=== DATA SUPPLIED ===

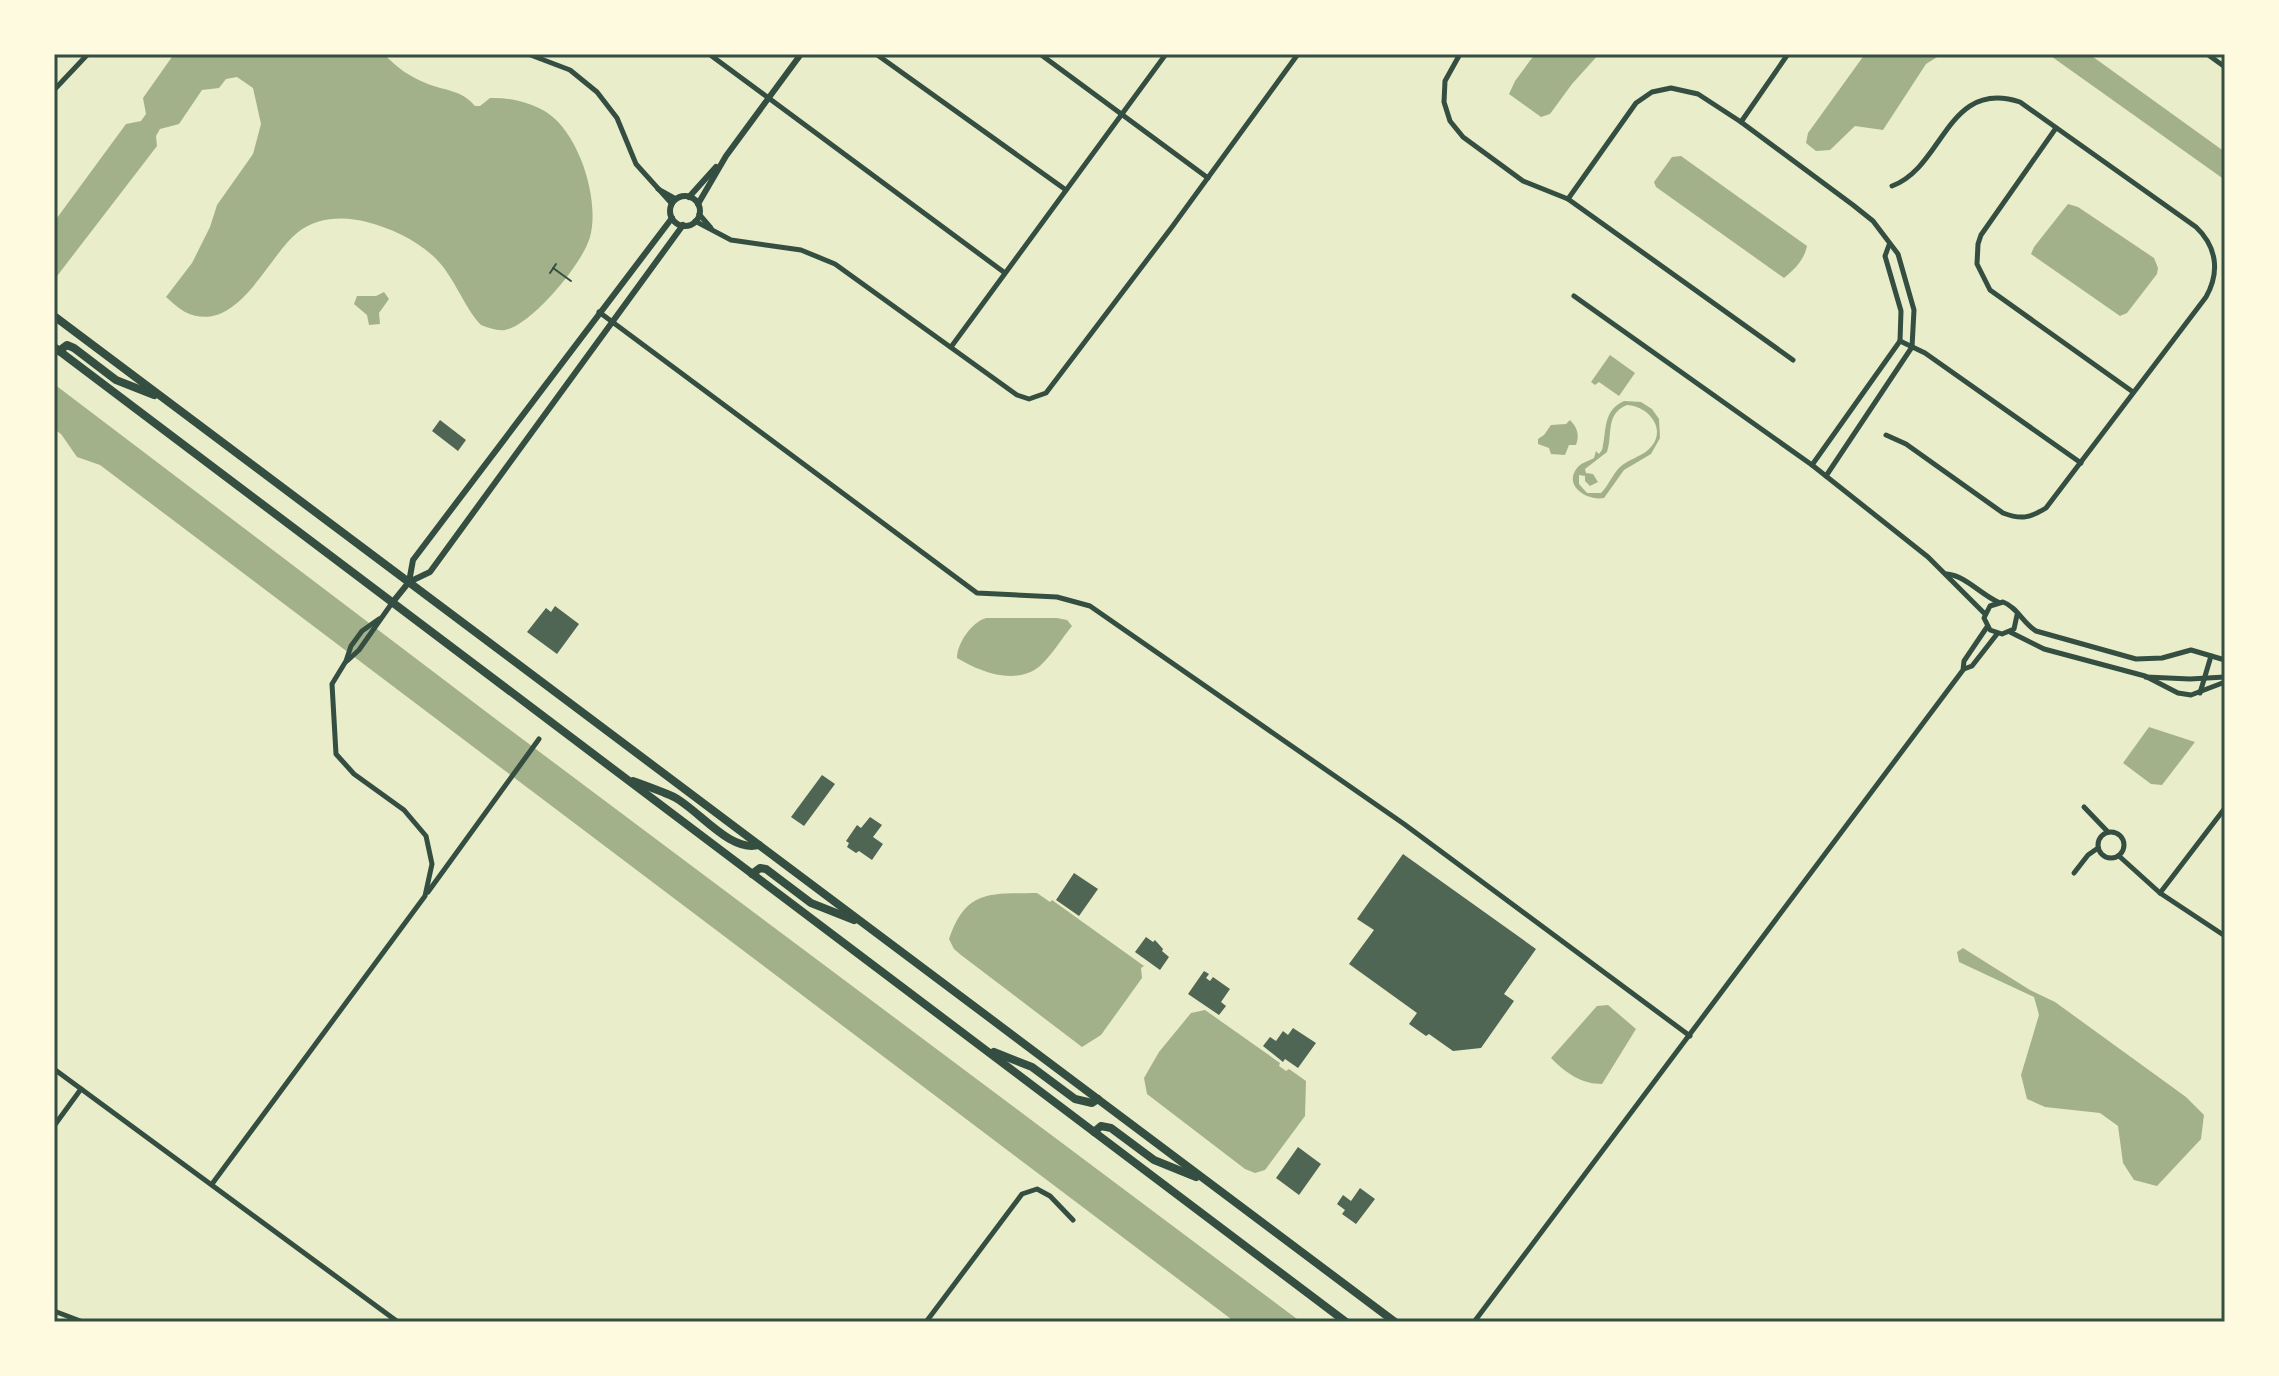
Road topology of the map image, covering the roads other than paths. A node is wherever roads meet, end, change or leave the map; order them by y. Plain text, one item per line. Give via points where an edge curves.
1 (88, 54) edge
2 (528, 54) edge
3 (709, 54) edge
4 (801, 54) edge
5 (876, 54) edge
6 (1166, 54) edge
7 (1298, 54) edge
8 (1460, 54) edge
9 (1788, 54) edge
10 (2207, 54) edge
11 (1045, 55) edge
12 (2225, 67) edge
13 (54, 90) edge
14 (767, 98) junction
15 (1122, 114) junction
16 (1741, 122) junction
17 (2056, 128) junction
18 (726, 156) junction
19 (1208, 178) junction
20 (1892, 186) dead end
21 (1066, 190) junction
22 (689, 197) junction
23 (1568, 199) junction
24 (674, 202) junction
25 (698, 204) junction
26 (672, 218) junction
27 (697, 218) junction
28 (683, 225) junction
29 (1889, 245) junction
30 (1005, 273) junction
31 (1574, 296) dead end
32 (1910, 297) junction
33 (1898, 300) junction
34 (599, 312) junction
35 (54, 316) edge
36 (611, 321) junction
37 (59, 323) edge
38 (1900, 341) junction
39 (951, 347) junction
40 (1912, 347) junction
41 (56, 349) edge
42 (1793, 360) dead end
43 (1881, 368) junction
44 (1892, 377) junction
45 (1864, 392) junction
46 (2133, 392) junction
47 (166, 400) junction
48 (1876, 400) junction
49 (1886, 435) dead end
50 (2081, 463) junction
51 (1812, 465) junction
52 (1826, 476) junction
53 (1947, 574) junction
54 (409, 582) junction
55 (1998, 602) junction
56 (392, 603) junction
57 (1985, 614) junction
58 (2017, 615) junction
59 (1987, 627) junction
60 (2010, 632) junction
61 (1997, 634) junction
62 (2211, 656) junction
63 (2225, 660) edge
64 (1963, 670) junction
65 (2145, 676) junction
66 (2205, 678) junction
67 (2225, 680) edge
68 (2200, 693) junction
69 (539, 739) dead end
70 (622, 776) junction
71 (2084, 807) dead end
72 (2225, 808) edge
73 (2108, 832) junction
74 (759, 845) junction
75 (2098, 848) junction
76 (2119, 856) junction
77 (2074, 873) dead end
78 (752, 874) junction
79 (2160, 893) junction
80 (425, 896) junction
81 (866, 925) junction
82 (2225, 936) edge
83 (1690, 1036) junction
84 (982, 1048) junction
85 (54, 1069) edge
86 (81, 1089) junction
87 (1098, 1099) junction
88 (54, 1126) edge
89 (1094, 1132) junction
90 (1208, 1182) junction
91 (212, 1184) junction
92 (1073, 1220) dead end
93 (54, 1311) edge
94 (83, 1322) edge
95 (398, 1322) edge
96 (926, 1322) edge
97 (1346, 1322) edge
98 (1395, 1322) edge
99 (1474, 1322) edge

1 - 13 street
2 - 24 street via 570,70 597,92 617,118 636,164
3 - 14 street
4 - 14 street
5 - 21 street
6 - 15 street
7 - 19 street
8 - 23 street via 1448,72 1444,92 1446,112 1456,130 1523,181
9 - 16 street
10 - 12 street
11 - 15 street
14 - 18 street
14 - 30 street
15 - 19 street
15 - 21 street
16 - 23 street via 1689,90 1652,92 1630,110
16 - 29 street via 1873,221
17 - 20 street via 2020,102 1980,100 1956,118 1908,180
17 - 46 street via 1981,235 1979,273 1997,296
17 - 46 street via 2196,227 2212,251 2211,288
18 - 22 street
18 - 25 street
19 - 39 street via 1046,393 1029,399 1017,395
21 - 30 street
22 - 24 street
22 - 25 street
23 - 42 street
24 - 26 street
25 - 27 street
26 - 28 street
26 - 34 street
27 - 28 street
27 - 39 street via 718,234 743,243 783,246 835,264
28 - 36 street
29 - 32 street via 1898,254
29 - 33 street via 1885,256
30 - 39 street
31 - 51 street
32 - 33 street
32 - 40 street
33 - 38 street
34 - 36 street
34 - 54 street via 413,560
35 - 37 highway
36 - 54 street via 430,572
36 - 83 street via 977,593 1057,597 1090,606 1404,824
37 - 47 highway
38 - 40 street
38 - 43 street
40 - 44 street
40 - 50 street
41 - 47 highway via 74,348 116,380
41 - 56 highway
43 - 44 street
43 - 45 street
44 - 48 street
45 - 48 street
45 - 51 street
46 - 50 street
47 - 54 highway
48 - 52 street
49 - 50 street via 2017,519 2046,508
51 - 52 street
52 - 53 street
53 - 55 street via 1958,575
53 - 57 street
54 - 56 street
54 - 74 highway
55 - 57 street
55 - 58 street via 2008,603
56 - 70 highway
56 - 80 street via 332,684 336,754 404,810 426,836 432,864
57 - 59 street
58 - 60 street
58 - 62 street via 2036,631 2136,659 2191,650
59 - 61 street
59 - 64 street
60 - 61 street
60 - 65 street via 2044,649
61 - 64 street
62 - 63 street
62 - 66 street
64 - 83 street
65 - 66 street
65 - 68 street via 2178,693
66 - 67 street
66 - 68 street
67 - 68 street
69 - 80 street
70 - 74 highway via 676,798 736,843
70 - 78 highway
71 - 73 street
72 - 79 street
73 - 75 street
73 - 76 street via 2124,839
74 - 81 highway
75 - 76 street via 2107,857
75 - 77 street
76 - 79 street
78 - 81 highway via 766,869 811,903
78 - 84 highway
79 - 82 street
80 - 91 street
81 - 87 highway
83 - 99 street
84 - 87 highway via 1032,1067 1075,1099
84 - 89 highway
85 - 86 street
86 - 88 street
86 - 91 street
87 - 90 highway
89 - 90 highway via 1101,1126 1111,1128 1154,1160
89 - 97 highway
90 - 98 highway
91 - 95 street
92 - 96 street via 1037,1189 1022,1194
93 - 94 street

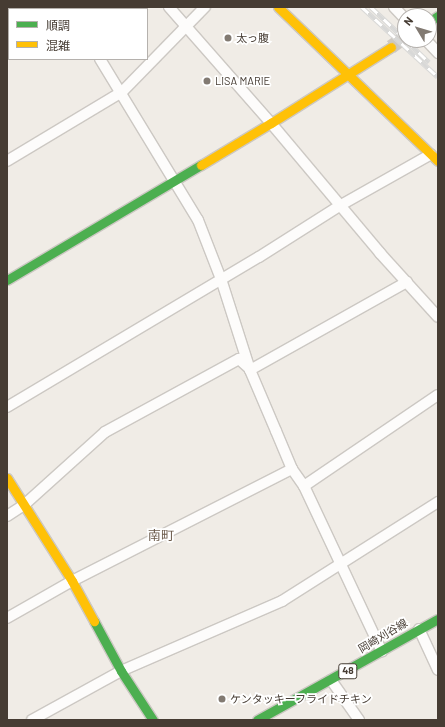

===

> **TASK OBJECTIVE**:
Restate all of the material word for word, leaving every picture out.

> **TASK RESULT**:
Road topology of the map image, covering the roads other than paths. A node is wherever roads meet, end, change or leave the map; order them by y. Plain text, one item per line. Give via points where an edge curves.
1 (88, 54) edge
2 (528, 54) edge
3 (709, 54) edge
4 (801, 54) edge
5 (876, 54) edge
6 (1166, 54) edge
7 (1298, 54) edge
8 (1460, 54) edge
9 (1788, 54) edge
10 (2207, 54) edge
11 (1045, 55) edge
12 (2225, 67) edge
13 (54, 90) edge
14 (767, 98) junction
15 (1122, 114) junction
16 (1741, 122) junction
17 (2056, 128) junction
18 (726, 156) junction
19 (1208, 178) junction
20 (1892, 186) dead end
21 (1066, 190) junction
22 (689, 197) junction
23 (1568, 199) junction
24 (674, 202) junction
25 (698, 204) junction
26 (672, 218) junction
27 (697, 218) junction
28 (683, 225) junction
29 (1889, 245) junction
30 (1005, 273) junction
31 (1574, 296) dead end
32 (1910, 297) junction
33 (1898, 300) junction
34 (599, 312) junction
35 (54, 316) edge
36 (611, 321) junction
37 (59, 323) edge
38 (1900, 341) junction
39 (951, 347) junction
40 (1912, 347) junction
41 (56, 349) edge
42 (1793, 360) dead end
43 (1881, 368) junction
44 (1892, 377) junction
45 (1864, 392) junction
46 (2133, 392) junction
47 (166, 400) junction
48 (1876, 400) junction
49 (1886, 435) dead end
50 (2081, 463) junction
51 (1812, 465) junction
52 (1826, 476) junction
53 (1947, 574) junction
54 (409, 582) junction
55 (1998, 602) junction
56 (392, 603) junction
57 (1985, 614) junction
58 (2017, 615) junction
59 (1987, 627) junction
60 (2010, 632) junction
61 (1997, 634) junction
62 (2211, 656) junction
63 (2225, 660) edge
64 (1963, 670) junction
65 (2145, 676) junction
66 (2205, 678) junction
67 (2225, 680) edge
68 (2200, 693) junction
69 (539, 739) dead end
70 (622, 776) junction
71 (2084, 807) dead end
72 (2225, 808) edge
73 (2108, 832) junction
74 (759, 845) junction
75 (2098, 848) junction
76 (2119, 856) junction
77 (2074, 873) dead end
78 (752, 874) junction
79 (2160, 893) junction
80 (425, 896) junction
81 (866, 925) junction
82 (2225, 936) edge
83 (1690, 1036) junction
84 (982, 1048) junction
85 (54, 1069) edge
86 (81, 1089) junction
87 (1098, 1099) junction
88 (54, 1126) edge
89 (1094, 1132) junction
90 (1208, 1182) junction
91 (212, 1184) junction
92 (1073, 1220) dead end
93 (54, 1311) edge
94 (83, 1322) edge
95 (398, 1322) edge
96 (926, 1322) edge
97 (1346, 1322) edge
98 (1395, 1322) edge
99 (1474, 1322) edge

1 - 13 street
2 - 24 street via 570,70 597,92 617,118 636,164
3 - 14 street
4 - 14 street
5 - 21 street
6 - 15 street
7 - 19 street
8 - 23 street via 1448,72 1444,92 1446,112 1456,130 1523,181
9 - 16 street
10 - 12 street
11 - 15 street
14 - 18 street
14 - 30 street
15 - 19 street
15 - 21 street
16 - 23 street via 1689,90 1652,92 1630,110
16 - 29 street via 1873,221
17 - 20 street via 2020,102 1980,100 1956,118 1908,180
17 - 46 street via 1981,235 1979,273 1997,296
17 - 46 street via 2196,227 2212,251 2211,288
18 - 22 street
18 - 25 street
19 - 39 street via 1046,393 1029,399 1017,395
21 - 30 street
22 - 24 street
22 - 25 street
23 - 42 street
24 - 26 street
25 - 27 street
26 - 28 street
26 - 34 street
27 - 28 street
27 - 39 street via 718,234 743,243 783,246 835,264
28 - 36 street
29 - 32 street via 1898,254
29 - 33 street via 1885,256
30 - 39 street
31 - 51 street
32 - 33 street
32 - 40 street
33 - 38 street
34 - 36 street
34 - 54 street via 413,560
35 - 37 highway
36 - 54 street via 430,572
36 - 83 street via 977,593 1057,597 1090,606 1404,824
37 - 47 highway
38 - 40 street
38 - 43 street
40 - 44 street
40 - 50 street
41 - 47 highway via 74,348 116,380
41 - 56 highway
43 - 44 street
43 - 45 street
44 - 48 street
45 - 48 street
45 - 51 street
46 - 50 street
47 - 54 highway
48 - 52 street
49 - 50 street via 2017,519 2046,508
51 - 52 street
52 - 53 street
53 - 55 street via 1958,575
53 - 57 street
54 - 56 street
54 - 74 highway
55 - 57 street
55 - 58 street via 2008,603
56 - 70 highway
56 - 80 street via 332,684 336,754 404,810 426,836 432,864
57 - 59 street
58 - 60 street
58 - 62 street via 2036,631 2136,659 2191,650
59 - 61 street
59 - 64 street
60 - 61 street
60 - 65 street via 2044,649
61 - 64 street
62 - 63 street
62 - 66 street
64 - 83 street
65 - 66 street
65 - 68 street via 2178,693
66 - 67 street
66 - 68 street
67 - 68 street
69 - 80 street
70 - 74 highway via 676,798 736,843
70 - 78 highway
71 - 73 street
72 - 79 street
73 - 75 street
73 - 76 street via 2124,839
74 - 81 highway
75 - 76 street via 2107,857
75 - 77 street
76 - 79 street
78 - 81 highway via 766,869 811,903
78 - 84 highway
79 - 82 street
80 - 91 street
81 - 87 highway
83 - 99 street
84 - 87 highway via 1032,1067 1075,1099
84 - 89 highway
85 - 86 street
86 - 88 street
86 - 91 street
87 - 90 highway
89 - 90 highway via 1101,1126 1111,1128 1154,1160
89 - 97 highway
90 - 98 highway
91 - 95 street
92 - 96 street via 1037,1189 1022,1194
93 - 94 street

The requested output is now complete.